LOS MANDAMIENTOS DE LA LEY DE DIOS son diez. Los tres primeros pertenecen al honor de Dios, y los otros siete al provecho del prójimo.

   El primero, amar a Dios sobre todas las cosas.

   El segundo, no jurar su santo nombre en vano.

   El tercero, santificar las fiestas.

   El cuarto, honrar padre y madre.

   El quinto, no matar.

   El sexto, no fornicar.

   El séptimo, no hurtar.

   El octavo, no levantar falso testimonio, ni mentir.

   El noveno, no desear la mujer de tu prójimo.

   El décimo, no codiciar los bienes ajenos.

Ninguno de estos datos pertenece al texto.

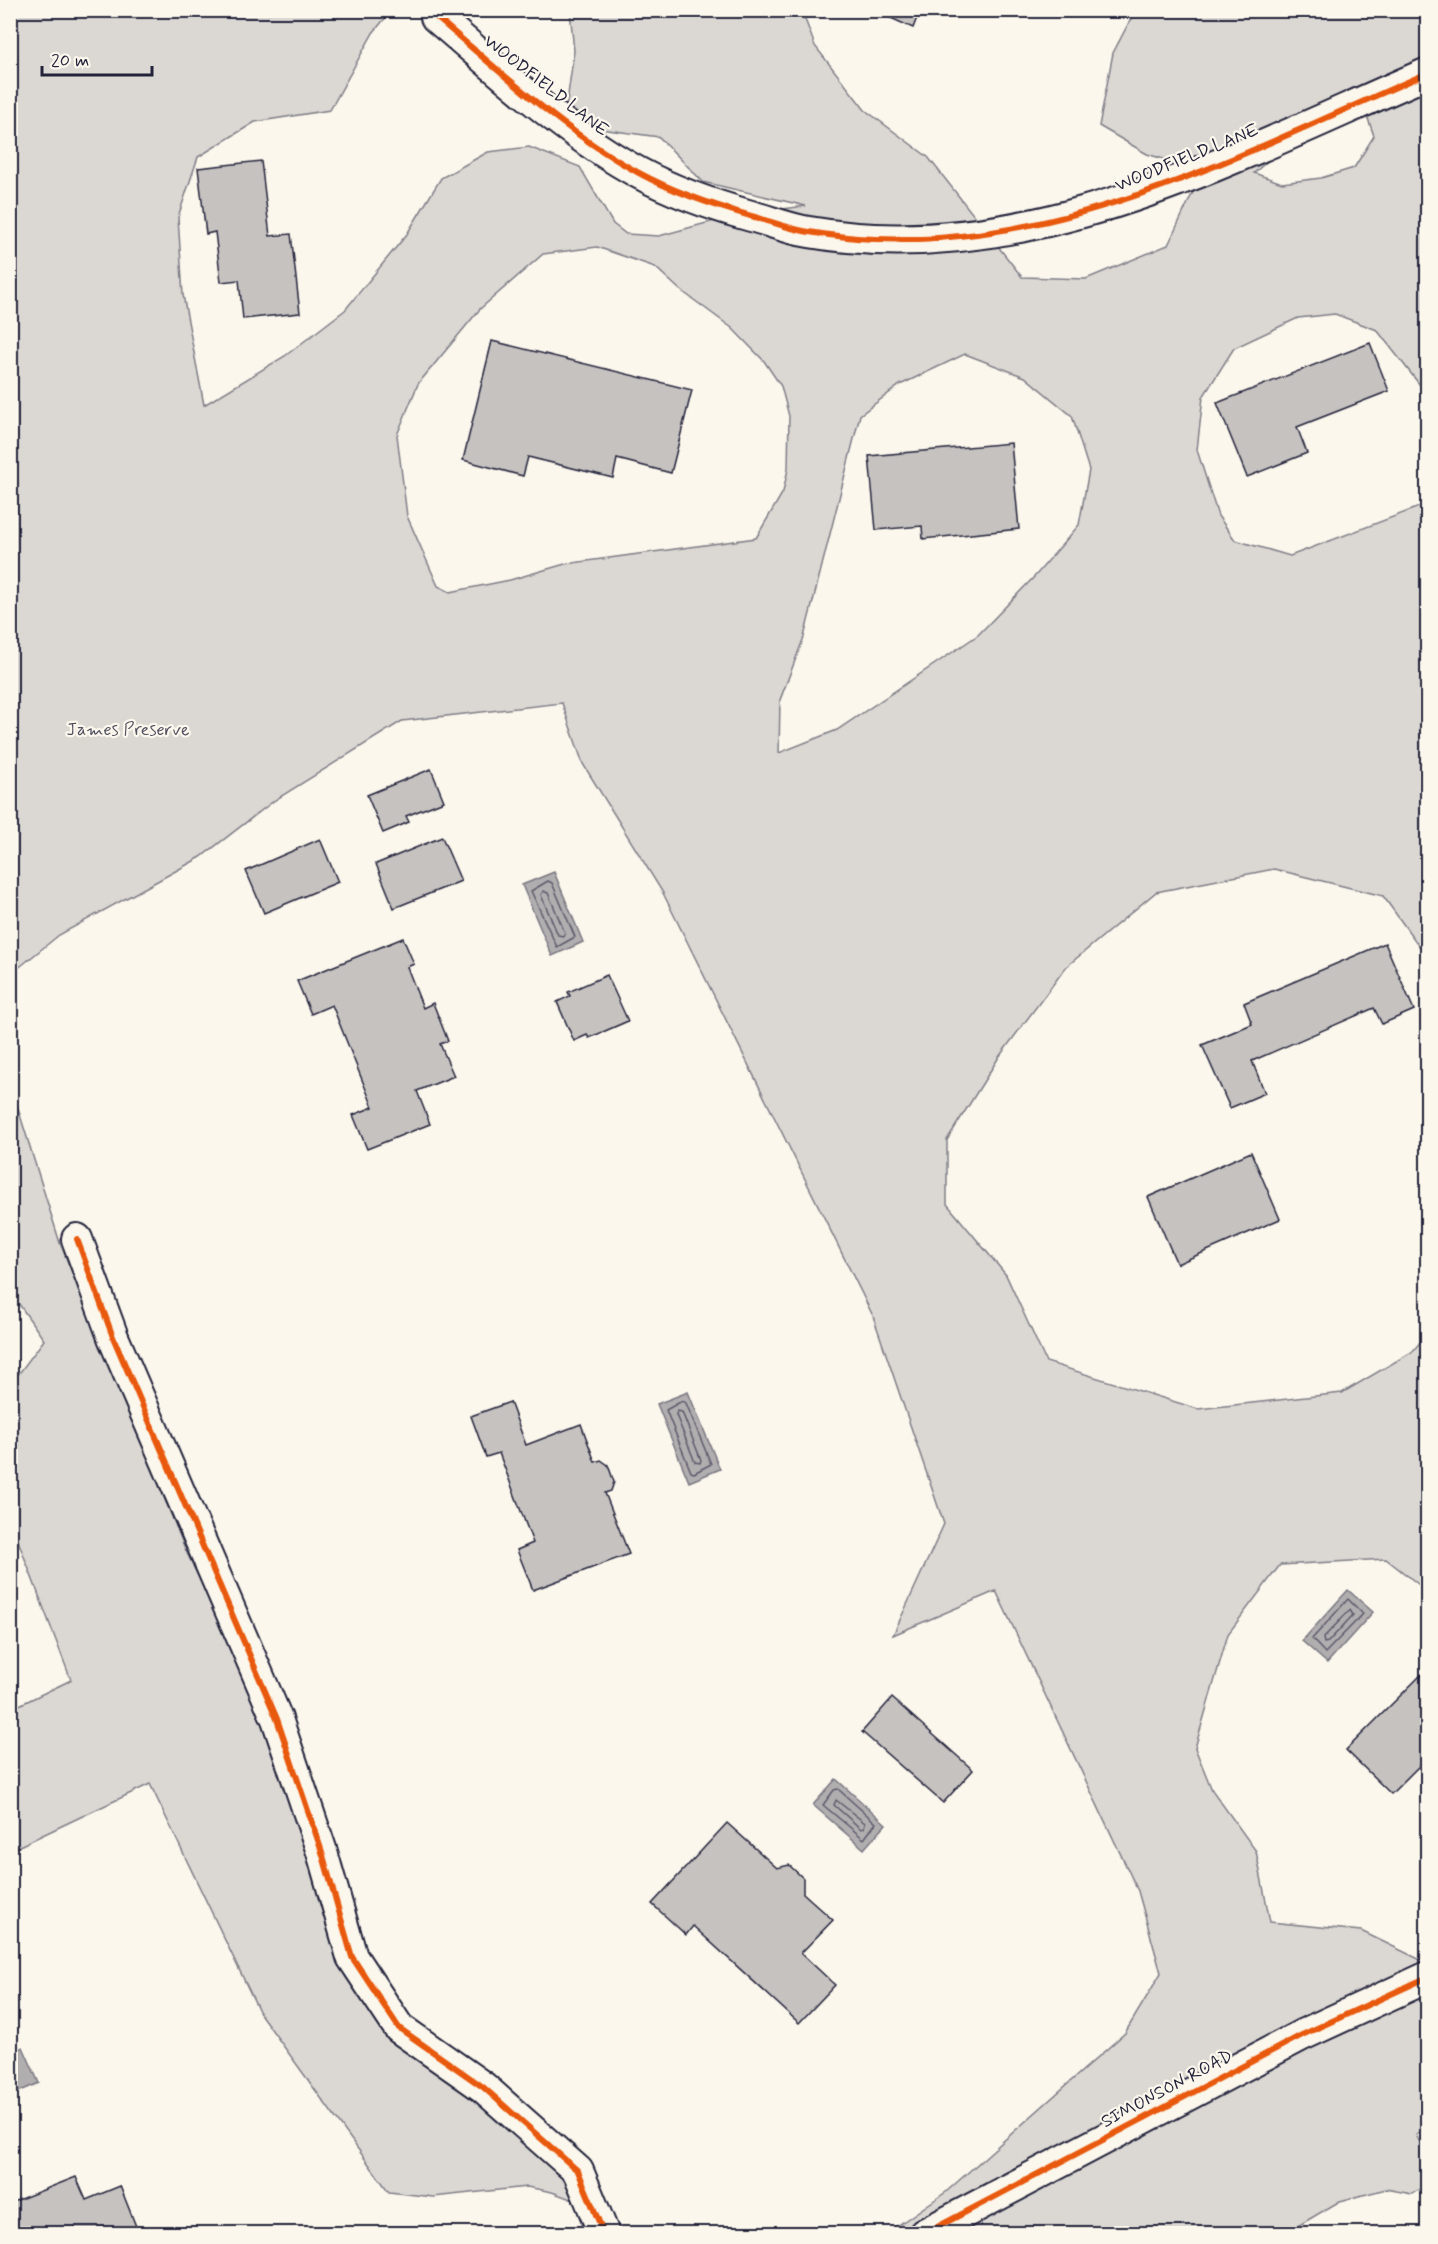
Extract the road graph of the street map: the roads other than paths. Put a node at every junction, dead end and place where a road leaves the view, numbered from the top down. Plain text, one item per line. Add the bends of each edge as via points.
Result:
1 (436, 16) dead end
2 (1428, 73) edge
3 (77, 1239) dead end
4 (1428, 1977) edge
5 (604, 2234) edge
6 (924, 2234) edge

1 - 2 street, WOODFIELD LANE via 574,131 639,173 703,202 808,232 890,239 964,237 1043,224 1147,194
3 - 5 street via 113,1337 276,1719 322,1852 352,1957 399,2028 483,2087 578,2170
4 - 6 street, SIMONSON ROAD via 1302,2035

   Estos diez mandamientos se encierran en dos: en servir y amar a Dios sobre todas las cosas y al prójimo como a ti mismo. Amen.

LOS ARTICULOS DE LA FE son catorce, los siete primeros pertenecen a la Divinidad, y los otros siete, a la santa Humanidad de nuestro Señor Jesucristo, Dios y Hombre verdadero.

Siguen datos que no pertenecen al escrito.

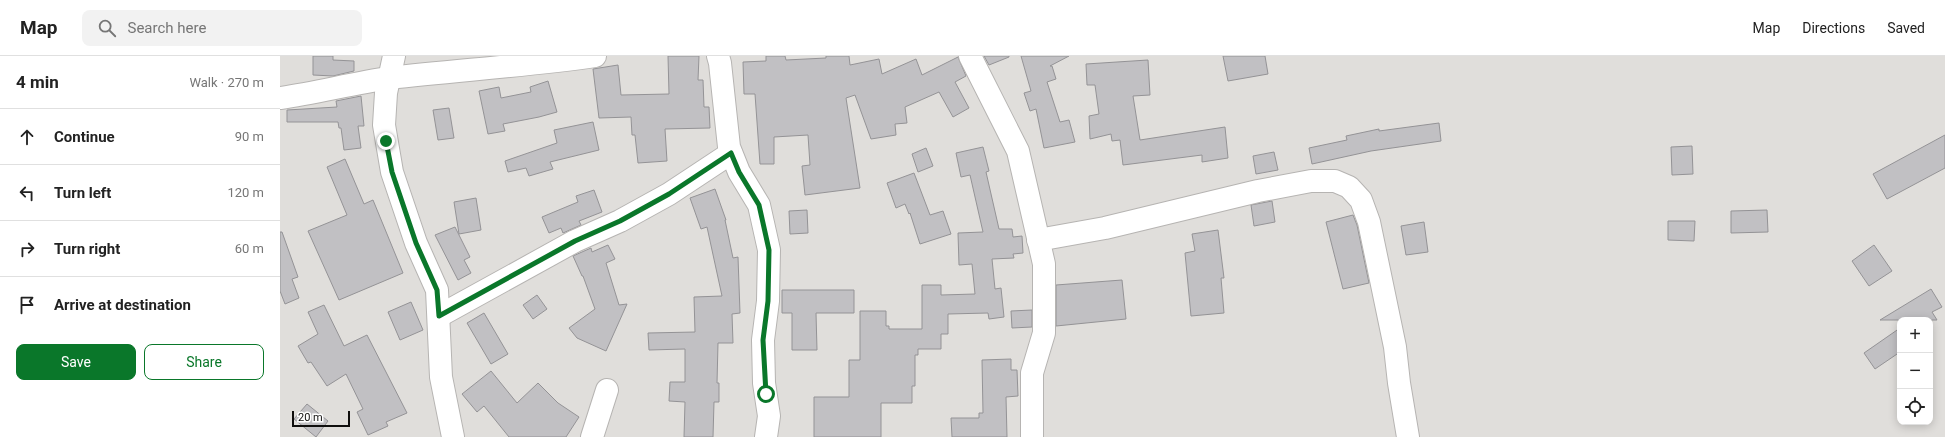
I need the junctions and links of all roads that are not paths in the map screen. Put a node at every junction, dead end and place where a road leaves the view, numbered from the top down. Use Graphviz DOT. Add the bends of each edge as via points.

   Los que pertenecen a la Divinidad son éstos:

   El primero, creer en un solo Dios todopoderoso.

   El segundo, creer que es Padre.

   El tercero, creer que es Hijo.

   El cuarto, creer que es Espíritu Santo.

   El quinto, creer que es Criador.

   El sexto, creer que es Salvador.

   El séptimo, creer que es Glorificador.

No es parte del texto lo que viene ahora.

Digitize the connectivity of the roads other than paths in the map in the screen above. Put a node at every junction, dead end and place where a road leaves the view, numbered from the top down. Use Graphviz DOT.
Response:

   Los que pertenecen a la santa Humanidad son éstos:

   El primero, creer que nuestro Señor Jesucristo, en cuanto hombre, fue concebido por obra y gracia del Espíritu Santo.

   El segundo, creer que nació de Santa María Virgen, siendo ella Virgen antes del parto, en el parto y después del parto.

   El tercero, creer que recibió muerte y pasión por salvar a nosotros, pecadores.

   El cuarto, creer que descendió a los infiernos, y sacó las ánimas de los santos Padres, que estaban esperando su santo advenimiento.

   El quinto, creer que resucitó al tercero día de entre los muertos.

   El sexto, creer que subió a los Cielos y está sentado a la diestra de Dios Padre todopoderoso.

   El séptimo, creer que vendrá a juzgar a los vivos y a los muertos: conviene a saber, a los buenos para darles gloria porque guardaron sus santos Mandamientos, y a los malos pena perdurable porque no los guardaron.